E para iniciar o novo ano de forma brilhante, entrevistamos o doutor Ayrton Pimentel, uma vida dedicada à advocacia securitária, responsável por formar profissionais de destaque hoje em escritórios e companhias seguradoras. Estudioso do direito securitário, especialmente dos seguros de pessoas, o dr. Ayrton foi homenageado recentemente em coletânea organizada por um grupo de amigos e admiradores intitulada “Estudos em homenagem a Ayrton Pimentel: temas de direito do seguro” (Editora Roncarati). Do alto dos seus 85 anos, com a mesma lucidez e simpatia de sempre, concedeu-nos essa entrevista que temos o prazer de transmitir.
Com desejos de um excelente 2025 aos nossos leitores,
Quando e como o senhor iniciou sua atividade profissional?
Logo após o término de minha graduação, em 1963, houve o golpe militar de 1964. Os festejos de minha formatura, dos quais não participei, ocorreram nos exatos dias do início do golpe militar. Enquanto os meus colegas festejavam alegremente o encerramento do curso, os militares destruíam a incipiente democracia brasileira e muitos sonhos daqueles que pretendiam fazer do Brasil um país melhor.
Fiz o curso de graduação na Faculdade de Direito da Universidade Mackenzie. Na São Francisco, fiz os cursos de pós-graduação onde obtive os títulos de especialização em direito civil e direito comercial e, posteriormente, o de mestre.
Durante o curso de graduação estagiei, em regime de meio período, no escritório do conceituado comercialista, professor José Barbosa de Almeida. O escritório era de poucas causas, mas as existentes eram complexas, de elevado valor pecuniário. A remuneração era módica, mas o aprendizado difícil de medir.

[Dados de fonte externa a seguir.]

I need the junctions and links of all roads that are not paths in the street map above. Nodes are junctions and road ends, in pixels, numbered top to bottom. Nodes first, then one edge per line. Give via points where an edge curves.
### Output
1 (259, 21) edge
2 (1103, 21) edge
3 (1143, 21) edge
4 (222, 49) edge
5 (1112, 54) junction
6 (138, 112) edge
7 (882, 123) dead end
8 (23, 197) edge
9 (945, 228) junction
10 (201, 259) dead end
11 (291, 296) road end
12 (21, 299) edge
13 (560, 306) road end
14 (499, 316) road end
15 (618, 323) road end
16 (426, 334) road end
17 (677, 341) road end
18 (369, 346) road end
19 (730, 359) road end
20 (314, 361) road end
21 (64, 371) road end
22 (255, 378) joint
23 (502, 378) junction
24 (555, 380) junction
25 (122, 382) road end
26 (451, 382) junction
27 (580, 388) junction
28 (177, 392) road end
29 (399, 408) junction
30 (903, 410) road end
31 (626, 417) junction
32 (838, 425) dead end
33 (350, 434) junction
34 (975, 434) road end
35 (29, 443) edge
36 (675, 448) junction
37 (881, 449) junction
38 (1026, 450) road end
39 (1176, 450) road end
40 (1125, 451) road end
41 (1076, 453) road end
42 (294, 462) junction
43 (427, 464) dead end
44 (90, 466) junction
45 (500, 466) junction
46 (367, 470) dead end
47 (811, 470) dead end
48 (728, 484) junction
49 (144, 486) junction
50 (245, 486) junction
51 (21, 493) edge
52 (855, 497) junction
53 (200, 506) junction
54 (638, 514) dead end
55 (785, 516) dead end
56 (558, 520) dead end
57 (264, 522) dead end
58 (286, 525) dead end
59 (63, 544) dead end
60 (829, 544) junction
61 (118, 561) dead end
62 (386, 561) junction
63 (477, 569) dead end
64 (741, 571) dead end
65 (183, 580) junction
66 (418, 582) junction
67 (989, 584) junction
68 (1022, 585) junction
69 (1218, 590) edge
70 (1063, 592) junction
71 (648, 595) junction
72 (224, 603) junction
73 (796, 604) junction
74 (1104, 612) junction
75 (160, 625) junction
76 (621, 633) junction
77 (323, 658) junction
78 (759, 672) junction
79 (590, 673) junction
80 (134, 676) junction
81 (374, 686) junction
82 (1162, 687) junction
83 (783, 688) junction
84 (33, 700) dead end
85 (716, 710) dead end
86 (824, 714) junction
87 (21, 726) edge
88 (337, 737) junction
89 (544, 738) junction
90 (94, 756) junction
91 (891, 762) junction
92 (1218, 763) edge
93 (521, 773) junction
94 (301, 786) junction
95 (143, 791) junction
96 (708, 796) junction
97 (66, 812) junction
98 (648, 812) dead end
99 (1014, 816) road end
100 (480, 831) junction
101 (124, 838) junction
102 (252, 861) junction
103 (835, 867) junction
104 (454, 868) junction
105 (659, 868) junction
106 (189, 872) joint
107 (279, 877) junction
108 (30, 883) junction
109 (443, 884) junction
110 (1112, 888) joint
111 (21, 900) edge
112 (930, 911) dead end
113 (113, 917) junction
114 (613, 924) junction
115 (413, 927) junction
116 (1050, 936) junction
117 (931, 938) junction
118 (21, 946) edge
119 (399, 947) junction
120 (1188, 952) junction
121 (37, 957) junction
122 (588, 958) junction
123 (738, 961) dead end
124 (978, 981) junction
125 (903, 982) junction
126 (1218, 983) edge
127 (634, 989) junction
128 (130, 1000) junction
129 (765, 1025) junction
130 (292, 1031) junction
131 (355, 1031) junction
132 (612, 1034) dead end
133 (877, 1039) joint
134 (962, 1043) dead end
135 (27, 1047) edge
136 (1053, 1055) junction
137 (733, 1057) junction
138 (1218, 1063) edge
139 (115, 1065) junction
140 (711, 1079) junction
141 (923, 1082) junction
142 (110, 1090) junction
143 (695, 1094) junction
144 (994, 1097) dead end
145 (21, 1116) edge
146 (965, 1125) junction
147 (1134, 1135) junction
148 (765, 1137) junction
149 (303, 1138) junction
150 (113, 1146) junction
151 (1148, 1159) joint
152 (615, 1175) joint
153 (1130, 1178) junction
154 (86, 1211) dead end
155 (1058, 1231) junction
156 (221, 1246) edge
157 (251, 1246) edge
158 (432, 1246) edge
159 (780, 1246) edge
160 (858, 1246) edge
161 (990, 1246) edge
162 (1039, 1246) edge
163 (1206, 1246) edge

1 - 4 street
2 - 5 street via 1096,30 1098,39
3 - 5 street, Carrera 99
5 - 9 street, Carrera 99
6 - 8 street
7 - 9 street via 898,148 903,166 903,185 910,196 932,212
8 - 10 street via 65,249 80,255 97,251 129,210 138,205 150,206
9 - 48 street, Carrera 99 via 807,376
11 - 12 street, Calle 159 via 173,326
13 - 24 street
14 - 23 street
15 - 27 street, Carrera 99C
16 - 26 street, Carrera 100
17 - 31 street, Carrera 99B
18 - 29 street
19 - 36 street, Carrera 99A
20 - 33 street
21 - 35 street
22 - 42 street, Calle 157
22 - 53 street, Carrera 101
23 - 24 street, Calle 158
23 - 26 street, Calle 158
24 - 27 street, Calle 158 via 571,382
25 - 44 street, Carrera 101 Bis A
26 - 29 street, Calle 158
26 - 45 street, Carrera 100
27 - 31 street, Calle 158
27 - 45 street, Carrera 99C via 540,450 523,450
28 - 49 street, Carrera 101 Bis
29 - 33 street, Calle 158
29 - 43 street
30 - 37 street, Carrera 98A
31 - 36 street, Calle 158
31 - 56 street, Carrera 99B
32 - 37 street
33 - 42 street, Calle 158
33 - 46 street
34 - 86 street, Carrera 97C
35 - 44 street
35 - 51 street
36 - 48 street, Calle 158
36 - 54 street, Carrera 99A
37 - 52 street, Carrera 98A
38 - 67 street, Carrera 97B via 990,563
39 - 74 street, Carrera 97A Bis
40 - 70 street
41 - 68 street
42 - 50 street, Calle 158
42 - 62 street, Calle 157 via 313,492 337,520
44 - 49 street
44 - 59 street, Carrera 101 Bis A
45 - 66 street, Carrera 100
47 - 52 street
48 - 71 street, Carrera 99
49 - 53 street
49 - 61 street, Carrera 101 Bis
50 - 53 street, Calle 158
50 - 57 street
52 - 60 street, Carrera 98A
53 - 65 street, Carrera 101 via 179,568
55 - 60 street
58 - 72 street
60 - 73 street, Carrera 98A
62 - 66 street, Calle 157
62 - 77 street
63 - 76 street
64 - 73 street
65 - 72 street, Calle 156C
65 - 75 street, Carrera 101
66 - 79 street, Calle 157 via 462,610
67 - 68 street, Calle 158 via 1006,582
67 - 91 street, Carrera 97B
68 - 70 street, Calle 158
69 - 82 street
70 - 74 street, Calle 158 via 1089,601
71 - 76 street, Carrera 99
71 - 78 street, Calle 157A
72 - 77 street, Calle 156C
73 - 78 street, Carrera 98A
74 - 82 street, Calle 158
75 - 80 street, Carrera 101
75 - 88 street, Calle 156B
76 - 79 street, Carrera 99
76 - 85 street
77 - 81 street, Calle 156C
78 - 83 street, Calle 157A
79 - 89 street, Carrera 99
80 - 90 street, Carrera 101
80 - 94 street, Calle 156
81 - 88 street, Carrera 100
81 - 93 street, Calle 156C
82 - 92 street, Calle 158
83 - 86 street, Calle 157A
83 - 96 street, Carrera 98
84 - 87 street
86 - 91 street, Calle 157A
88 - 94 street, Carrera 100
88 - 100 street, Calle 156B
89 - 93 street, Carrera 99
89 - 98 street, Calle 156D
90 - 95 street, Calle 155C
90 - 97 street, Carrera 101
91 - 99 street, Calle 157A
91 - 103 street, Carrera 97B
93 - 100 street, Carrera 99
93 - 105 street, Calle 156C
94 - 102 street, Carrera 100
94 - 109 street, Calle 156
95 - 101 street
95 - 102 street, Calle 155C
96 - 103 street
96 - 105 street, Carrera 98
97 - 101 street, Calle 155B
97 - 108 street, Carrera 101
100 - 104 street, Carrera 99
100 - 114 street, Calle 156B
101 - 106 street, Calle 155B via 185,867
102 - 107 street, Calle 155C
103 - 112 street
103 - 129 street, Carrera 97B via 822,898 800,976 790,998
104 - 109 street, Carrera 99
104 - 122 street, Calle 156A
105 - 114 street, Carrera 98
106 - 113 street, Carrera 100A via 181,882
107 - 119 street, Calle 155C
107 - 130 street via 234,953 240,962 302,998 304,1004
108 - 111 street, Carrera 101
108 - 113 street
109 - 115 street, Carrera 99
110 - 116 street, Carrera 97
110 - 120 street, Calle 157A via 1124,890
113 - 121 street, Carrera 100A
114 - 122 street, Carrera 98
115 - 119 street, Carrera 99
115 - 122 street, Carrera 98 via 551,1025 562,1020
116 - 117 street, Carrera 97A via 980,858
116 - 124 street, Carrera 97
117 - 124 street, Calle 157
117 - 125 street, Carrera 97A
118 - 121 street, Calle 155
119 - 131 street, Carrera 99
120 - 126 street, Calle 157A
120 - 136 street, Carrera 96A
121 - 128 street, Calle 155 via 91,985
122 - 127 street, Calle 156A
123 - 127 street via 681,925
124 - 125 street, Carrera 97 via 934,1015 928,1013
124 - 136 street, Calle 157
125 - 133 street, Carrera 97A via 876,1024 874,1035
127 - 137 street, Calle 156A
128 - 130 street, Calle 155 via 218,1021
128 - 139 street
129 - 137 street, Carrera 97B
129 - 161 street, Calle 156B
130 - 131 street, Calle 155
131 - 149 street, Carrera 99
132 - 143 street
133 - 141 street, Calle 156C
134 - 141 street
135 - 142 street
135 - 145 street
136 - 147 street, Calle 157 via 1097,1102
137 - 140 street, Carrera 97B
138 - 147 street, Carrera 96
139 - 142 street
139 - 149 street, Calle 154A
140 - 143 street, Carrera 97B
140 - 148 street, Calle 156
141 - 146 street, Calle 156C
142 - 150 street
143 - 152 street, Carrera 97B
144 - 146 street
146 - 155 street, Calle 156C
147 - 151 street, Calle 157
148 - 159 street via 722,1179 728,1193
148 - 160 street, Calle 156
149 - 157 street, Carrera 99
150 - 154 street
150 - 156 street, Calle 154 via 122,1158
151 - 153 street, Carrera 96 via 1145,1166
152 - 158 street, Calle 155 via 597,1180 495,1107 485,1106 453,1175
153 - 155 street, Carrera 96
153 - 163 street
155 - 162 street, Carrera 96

Foi então que o professor de Direito Penal do Mackenzie, professor Paulo José da Costa Jr., ofereceu ao colega Armando Ribeiro Gonçalves Jr. e a mim, uma única vaga de advogado em uma seguradora, a Meridional Cia. de Seguros Gerais, cabendo-nos o ônus de escolher qual dos dois ficaria com a vaga. De imediato, o Armando, cavalheiro que era e é, deu-me a vaga, sob o argumento de que, por estar casado, maior minha necessidade.
Iniciou-se então minha definitiva inflexão ao Direito do Seguro.
Depois de formado, o que o levou à pós-graduação na velha Faculdade de Direito do Largo de São Francisco nos anos 1970? Como era o ambiente acadêmico naquela época?
Ao tomar conhecimento de minha contratação pela seguradora, o professor Barbosa de Almeida chamou-me para uma conversa e aconselhou-me a estudar profundamente o direito do seguro, pois, dizia ele, ninguém conhece seguro no Brasil, à exceção do professor Fábio Comparato, “mas esse é gênio e gênio não conta”. Disse-me, ainda, o professor Barbosa de Almeida, vá para a Faculdade de Direito do Largo São Francisco e faça pós-graduação. Sábios conselhos.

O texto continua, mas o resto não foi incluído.